■ **Excerpted records**
----
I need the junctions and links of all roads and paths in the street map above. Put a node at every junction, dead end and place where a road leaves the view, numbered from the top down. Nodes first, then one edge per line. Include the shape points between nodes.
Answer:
----
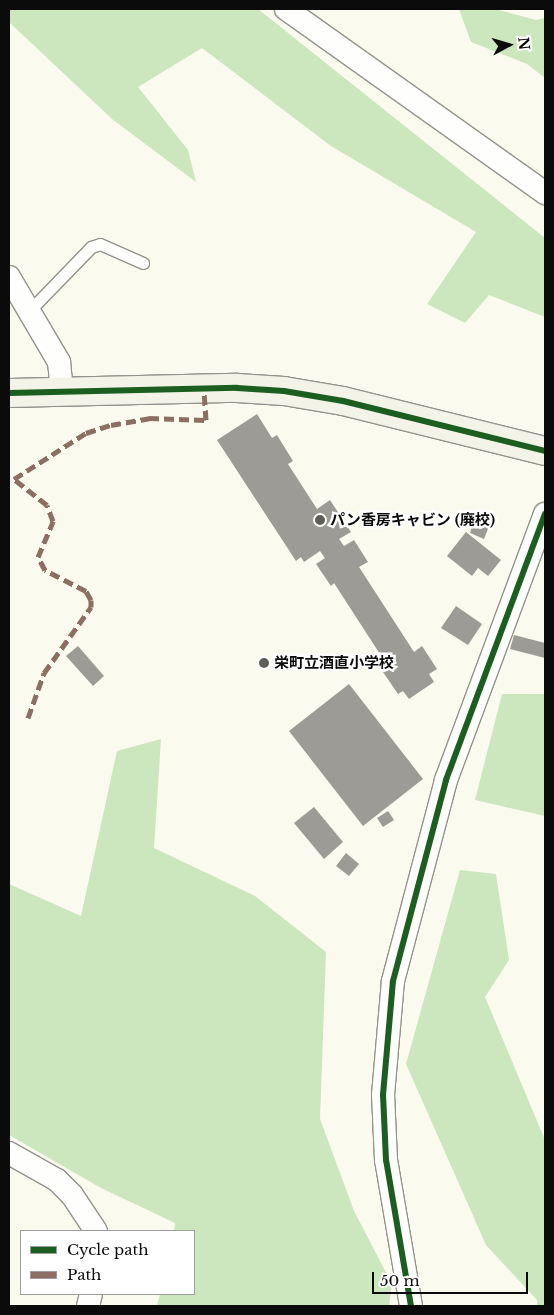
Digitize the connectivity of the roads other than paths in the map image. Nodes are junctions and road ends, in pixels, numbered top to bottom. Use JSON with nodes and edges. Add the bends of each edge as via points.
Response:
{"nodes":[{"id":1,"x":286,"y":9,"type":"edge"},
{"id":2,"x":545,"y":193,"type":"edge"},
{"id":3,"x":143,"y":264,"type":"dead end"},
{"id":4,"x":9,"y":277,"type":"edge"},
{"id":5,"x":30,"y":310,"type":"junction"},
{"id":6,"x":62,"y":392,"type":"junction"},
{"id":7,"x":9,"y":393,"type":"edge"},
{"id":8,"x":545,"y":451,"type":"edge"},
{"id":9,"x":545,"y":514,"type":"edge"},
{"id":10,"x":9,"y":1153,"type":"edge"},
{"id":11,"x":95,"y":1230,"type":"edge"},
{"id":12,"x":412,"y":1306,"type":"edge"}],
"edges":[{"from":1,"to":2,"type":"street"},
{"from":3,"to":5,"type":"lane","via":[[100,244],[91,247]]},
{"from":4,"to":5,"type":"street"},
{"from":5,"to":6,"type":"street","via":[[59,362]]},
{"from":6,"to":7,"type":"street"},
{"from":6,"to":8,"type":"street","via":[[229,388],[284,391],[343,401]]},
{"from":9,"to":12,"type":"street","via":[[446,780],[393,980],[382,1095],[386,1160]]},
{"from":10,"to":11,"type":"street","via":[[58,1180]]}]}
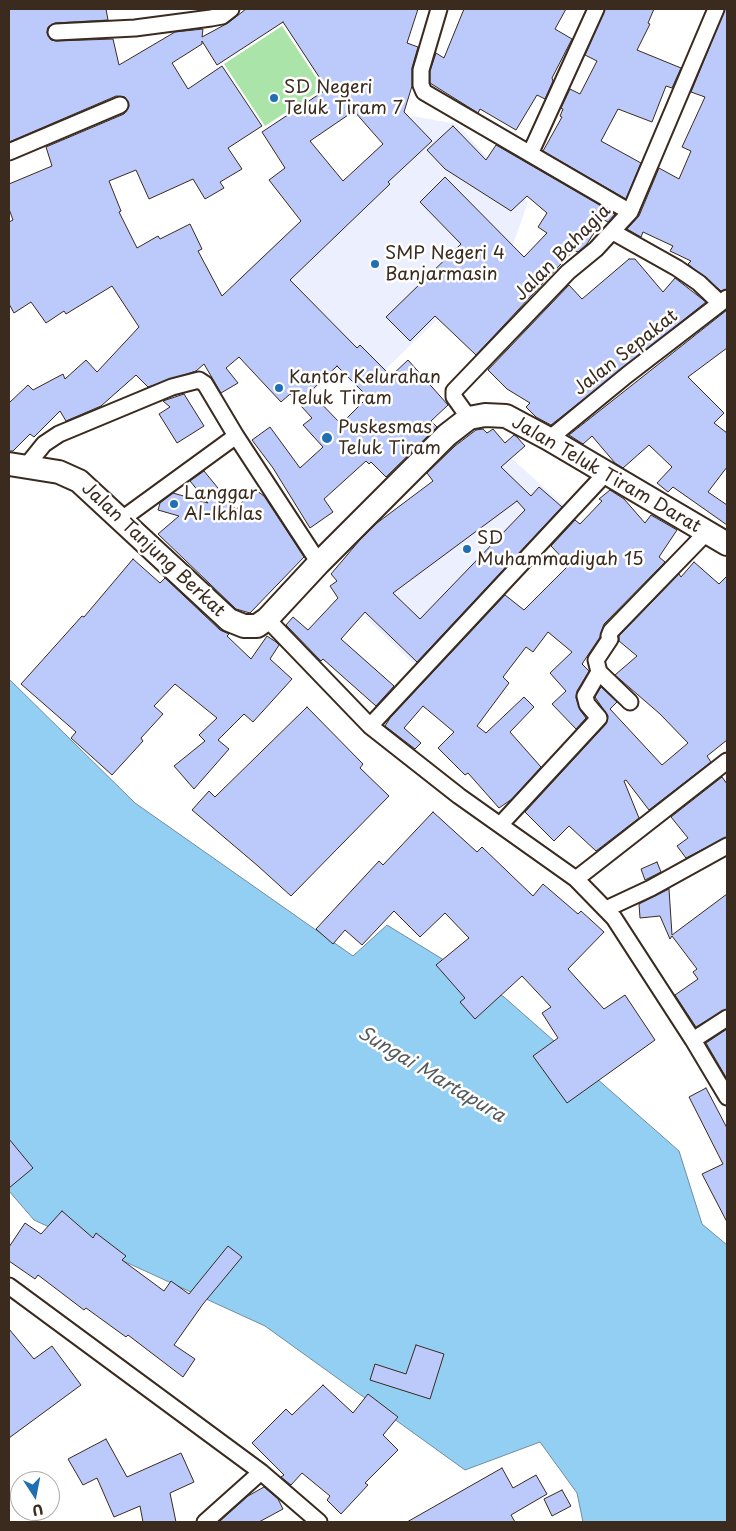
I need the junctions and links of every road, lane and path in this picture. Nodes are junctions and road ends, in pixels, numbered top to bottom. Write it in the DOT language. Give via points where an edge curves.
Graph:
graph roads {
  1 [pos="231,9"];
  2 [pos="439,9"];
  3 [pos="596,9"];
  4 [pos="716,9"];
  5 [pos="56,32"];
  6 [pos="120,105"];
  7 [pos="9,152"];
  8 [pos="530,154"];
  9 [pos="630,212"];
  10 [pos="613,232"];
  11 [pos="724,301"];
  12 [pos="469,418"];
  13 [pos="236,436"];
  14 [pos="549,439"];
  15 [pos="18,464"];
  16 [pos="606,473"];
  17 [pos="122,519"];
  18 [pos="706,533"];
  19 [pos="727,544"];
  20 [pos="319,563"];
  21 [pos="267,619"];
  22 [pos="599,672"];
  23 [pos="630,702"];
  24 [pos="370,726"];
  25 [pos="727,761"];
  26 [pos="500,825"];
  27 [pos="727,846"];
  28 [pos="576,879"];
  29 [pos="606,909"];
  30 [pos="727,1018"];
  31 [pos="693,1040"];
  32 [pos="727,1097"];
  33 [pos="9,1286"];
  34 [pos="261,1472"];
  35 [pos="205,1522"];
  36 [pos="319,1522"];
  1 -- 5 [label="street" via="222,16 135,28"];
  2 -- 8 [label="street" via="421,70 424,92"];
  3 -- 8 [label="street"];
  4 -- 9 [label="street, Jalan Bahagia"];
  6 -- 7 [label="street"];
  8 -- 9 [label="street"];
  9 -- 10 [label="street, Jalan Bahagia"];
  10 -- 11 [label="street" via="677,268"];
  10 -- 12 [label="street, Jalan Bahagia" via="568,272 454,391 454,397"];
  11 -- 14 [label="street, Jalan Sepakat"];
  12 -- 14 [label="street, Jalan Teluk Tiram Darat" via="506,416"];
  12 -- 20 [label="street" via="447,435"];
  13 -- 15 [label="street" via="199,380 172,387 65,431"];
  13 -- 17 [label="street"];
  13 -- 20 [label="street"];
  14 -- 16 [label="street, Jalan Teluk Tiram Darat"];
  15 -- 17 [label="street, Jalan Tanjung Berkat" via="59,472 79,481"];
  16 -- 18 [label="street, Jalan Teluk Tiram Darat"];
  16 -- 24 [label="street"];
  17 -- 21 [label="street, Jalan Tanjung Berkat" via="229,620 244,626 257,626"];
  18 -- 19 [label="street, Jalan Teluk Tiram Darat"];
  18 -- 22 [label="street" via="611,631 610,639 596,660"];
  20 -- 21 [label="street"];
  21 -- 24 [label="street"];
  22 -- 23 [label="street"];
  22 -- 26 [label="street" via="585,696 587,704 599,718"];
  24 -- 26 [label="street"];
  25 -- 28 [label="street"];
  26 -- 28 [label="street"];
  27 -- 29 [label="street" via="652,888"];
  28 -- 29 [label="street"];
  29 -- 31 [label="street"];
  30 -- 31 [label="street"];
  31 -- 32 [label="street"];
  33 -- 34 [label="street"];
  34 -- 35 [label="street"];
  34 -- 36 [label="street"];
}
----
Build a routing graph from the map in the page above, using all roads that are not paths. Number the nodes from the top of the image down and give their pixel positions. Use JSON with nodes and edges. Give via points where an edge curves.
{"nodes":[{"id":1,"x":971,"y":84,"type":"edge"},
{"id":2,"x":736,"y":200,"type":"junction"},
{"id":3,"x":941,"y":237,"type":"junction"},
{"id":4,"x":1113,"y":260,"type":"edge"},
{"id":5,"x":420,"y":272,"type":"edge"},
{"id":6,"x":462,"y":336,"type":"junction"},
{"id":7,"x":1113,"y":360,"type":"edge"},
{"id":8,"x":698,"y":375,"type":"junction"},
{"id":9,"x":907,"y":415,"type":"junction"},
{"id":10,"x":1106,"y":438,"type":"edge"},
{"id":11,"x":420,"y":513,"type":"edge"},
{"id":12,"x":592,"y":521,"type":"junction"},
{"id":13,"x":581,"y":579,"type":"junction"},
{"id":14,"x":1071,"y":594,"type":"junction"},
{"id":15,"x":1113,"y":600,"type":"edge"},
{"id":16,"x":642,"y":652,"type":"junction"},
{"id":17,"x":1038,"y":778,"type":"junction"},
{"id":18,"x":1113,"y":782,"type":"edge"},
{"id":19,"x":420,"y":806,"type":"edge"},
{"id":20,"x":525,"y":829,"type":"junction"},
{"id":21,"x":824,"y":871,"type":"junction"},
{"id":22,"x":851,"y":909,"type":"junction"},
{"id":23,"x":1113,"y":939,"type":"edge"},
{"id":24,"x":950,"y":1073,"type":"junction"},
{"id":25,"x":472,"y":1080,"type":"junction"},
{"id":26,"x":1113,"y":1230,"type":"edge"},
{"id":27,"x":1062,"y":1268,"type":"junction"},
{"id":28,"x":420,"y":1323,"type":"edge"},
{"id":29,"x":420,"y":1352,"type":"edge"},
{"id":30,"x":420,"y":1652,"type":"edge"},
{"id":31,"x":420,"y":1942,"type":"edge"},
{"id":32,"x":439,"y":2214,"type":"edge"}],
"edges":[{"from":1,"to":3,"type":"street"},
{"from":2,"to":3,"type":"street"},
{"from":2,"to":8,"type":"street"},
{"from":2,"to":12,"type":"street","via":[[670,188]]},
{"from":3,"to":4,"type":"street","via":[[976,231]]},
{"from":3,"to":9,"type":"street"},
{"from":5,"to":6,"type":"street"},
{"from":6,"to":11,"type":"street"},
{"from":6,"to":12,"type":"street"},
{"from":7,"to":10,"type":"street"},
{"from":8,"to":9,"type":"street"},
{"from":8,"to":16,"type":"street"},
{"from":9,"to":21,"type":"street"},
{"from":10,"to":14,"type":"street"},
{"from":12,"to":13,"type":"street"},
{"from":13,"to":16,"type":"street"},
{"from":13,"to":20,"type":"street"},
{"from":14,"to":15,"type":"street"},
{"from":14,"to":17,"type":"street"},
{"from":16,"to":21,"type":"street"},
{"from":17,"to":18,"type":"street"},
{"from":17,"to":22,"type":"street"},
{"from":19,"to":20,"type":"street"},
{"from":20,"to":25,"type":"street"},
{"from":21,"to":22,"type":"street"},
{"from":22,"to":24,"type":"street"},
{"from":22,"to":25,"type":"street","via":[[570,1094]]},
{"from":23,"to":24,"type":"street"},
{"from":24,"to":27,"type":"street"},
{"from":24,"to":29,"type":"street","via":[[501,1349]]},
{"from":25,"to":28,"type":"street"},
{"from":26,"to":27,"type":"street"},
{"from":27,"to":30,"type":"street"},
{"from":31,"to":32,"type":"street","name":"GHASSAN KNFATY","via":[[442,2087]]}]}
----
■ **Exercise directions**
Wherever the word "ends" turns up in the records, copy out the line it is on.

■ **Exercise answer**
Digitize the connectivity of the roads other than paths in the map image. Nodes are junctions and road ends, in pixels, numbered top to bottom. Use JSON with nodes and edges. Add the bends of each edge as via points.
I need the junctions and links of every road, lane and path in this picture. Nodes are junctions and road ends, in pixels, numbered top to bottom. Write it in the DOT language. Give via points where an edge curves.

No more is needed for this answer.